I hadn't considered that there are two zones during that short time. 
Thanks for pointing that out.

To my knowledge, there are no scripts or packages which remove files 
from the cache, or the entire cache. A couple of minutes after this 
occurred there were a bit under 1.4 million items in the cache and it 
was "full" at 250 GB. I did look in a few sub-directories at the time, 
and most of the items were time stamped from before this started so 
clearly the entire cache was not removed. During the time period these 
entries were made in the error log, and in the two minutes after, access 
log entries show the expected ratio of "HIT" and "MISS" entries which 
further supports your point below that these are harmless (although I 
don't really believe that I have a cause).

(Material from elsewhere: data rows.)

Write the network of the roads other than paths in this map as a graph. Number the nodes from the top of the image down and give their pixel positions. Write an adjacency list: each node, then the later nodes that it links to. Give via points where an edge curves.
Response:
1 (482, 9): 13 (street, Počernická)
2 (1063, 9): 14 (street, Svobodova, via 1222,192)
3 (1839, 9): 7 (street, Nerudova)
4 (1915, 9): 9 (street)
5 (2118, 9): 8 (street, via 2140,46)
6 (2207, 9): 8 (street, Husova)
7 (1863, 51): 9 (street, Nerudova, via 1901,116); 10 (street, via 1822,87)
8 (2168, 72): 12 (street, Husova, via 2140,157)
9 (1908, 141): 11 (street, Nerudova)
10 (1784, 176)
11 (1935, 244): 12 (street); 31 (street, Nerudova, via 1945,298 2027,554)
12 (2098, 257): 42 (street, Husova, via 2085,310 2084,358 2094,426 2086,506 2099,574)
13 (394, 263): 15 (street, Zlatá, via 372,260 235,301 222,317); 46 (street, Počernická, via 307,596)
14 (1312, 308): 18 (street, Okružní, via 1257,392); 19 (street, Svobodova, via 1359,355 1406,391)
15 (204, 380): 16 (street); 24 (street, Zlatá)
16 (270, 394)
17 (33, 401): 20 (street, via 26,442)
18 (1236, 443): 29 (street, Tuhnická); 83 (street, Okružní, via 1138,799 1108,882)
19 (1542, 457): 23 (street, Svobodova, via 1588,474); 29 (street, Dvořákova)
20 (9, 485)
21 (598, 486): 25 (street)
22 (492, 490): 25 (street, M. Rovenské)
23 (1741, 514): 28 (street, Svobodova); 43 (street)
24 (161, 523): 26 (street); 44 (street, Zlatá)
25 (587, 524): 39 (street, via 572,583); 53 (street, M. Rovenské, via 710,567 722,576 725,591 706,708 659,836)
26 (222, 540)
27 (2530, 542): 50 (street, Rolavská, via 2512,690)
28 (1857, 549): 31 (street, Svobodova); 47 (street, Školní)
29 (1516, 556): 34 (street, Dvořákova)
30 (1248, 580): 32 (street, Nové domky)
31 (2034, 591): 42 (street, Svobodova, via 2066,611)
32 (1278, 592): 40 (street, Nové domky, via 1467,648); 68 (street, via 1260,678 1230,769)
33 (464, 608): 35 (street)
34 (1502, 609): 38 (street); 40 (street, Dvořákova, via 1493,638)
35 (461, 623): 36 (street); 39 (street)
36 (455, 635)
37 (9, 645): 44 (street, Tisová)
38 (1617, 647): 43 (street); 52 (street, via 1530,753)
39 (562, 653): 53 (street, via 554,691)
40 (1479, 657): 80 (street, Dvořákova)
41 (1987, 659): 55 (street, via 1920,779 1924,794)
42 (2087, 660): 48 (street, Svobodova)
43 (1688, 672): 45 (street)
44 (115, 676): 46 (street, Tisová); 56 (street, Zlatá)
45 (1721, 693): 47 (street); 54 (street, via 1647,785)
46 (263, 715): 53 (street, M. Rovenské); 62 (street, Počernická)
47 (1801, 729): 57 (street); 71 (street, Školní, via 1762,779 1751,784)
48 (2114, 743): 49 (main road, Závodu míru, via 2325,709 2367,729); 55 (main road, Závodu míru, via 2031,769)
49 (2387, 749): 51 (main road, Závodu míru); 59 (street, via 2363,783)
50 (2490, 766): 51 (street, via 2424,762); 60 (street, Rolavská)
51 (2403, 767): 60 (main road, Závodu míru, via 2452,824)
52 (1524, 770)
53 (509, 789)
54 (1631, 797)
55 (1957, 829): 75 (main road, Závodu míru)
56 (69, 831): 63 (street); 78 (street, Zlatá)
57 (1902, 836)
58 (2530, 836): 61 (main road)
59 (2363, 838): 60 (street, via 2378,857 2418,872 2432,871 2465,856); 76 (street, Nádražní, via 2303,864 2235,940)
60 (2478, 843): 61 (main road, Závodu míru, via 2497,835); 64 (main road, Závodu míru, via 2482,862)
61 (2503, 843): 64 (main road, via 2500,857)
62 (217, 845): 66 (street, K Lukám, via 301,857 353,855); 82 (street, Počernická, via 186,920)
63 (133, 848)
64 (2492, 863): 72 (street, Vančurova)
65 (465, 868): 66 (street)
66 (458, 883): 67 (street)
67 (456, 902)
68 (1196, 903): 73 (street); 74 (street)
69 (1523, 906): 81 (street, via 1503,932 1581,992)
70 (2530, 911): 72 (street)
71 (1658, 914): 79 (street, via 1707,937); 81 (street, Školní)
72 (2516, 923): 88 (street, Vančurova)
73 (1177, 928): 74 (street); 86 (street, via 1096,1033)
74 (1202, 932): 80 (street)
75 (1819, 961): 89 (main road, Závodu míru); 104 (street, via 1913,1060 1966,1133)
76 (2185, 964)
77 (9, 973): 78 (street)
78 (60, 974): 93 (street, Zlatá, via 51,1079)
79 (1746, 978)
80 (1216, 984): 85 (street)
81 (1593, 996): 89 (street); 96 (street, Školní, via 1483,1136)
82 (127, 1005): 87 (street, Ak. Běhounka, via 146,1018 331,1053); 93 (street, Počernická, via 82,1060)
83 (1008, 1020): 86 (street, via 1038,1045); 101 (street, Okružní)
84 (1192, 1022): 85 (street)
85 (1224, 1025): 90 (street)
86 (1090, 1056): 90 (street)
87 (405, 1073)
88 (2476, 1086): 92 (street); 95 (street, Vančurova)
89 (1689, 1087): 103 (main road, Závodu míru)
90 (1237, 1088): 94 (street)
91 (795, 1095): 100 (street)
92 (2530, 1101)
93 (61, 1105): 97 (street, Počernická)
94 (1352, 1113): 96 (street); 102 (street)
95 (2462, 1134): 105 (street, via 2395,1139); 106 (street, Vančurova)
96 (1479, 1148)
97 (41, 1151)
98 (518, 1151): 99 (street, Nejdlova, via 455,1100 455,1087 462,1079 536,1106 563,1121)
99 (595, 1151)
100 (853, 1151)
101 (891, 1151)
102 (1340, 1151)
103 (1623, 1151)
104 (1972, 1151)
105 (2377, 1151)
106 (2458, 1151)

I'm not sure what you mean by a "long time" but all of these entries are 
time stamped over over roughly two and a half minutes.

>
> On the other hand, as discussed many times - such errors are more
> or less harmless as soon as it's clear what caused cache files to
> be removed.  At worst they indicate that information in a cache
> zone isn't correct and max_size might not be maintained properly,
> and eventually nginx will self-heal the cache zone.  It probably
> should be logged at [error] or even [warn] level instead.
>

Why would max_size not be maintained properly? Isn't that the 
responsibility cache manager process? Are there known issues/bugs?

Thank you for your response and assistance.

-- 
Jim Ohlstein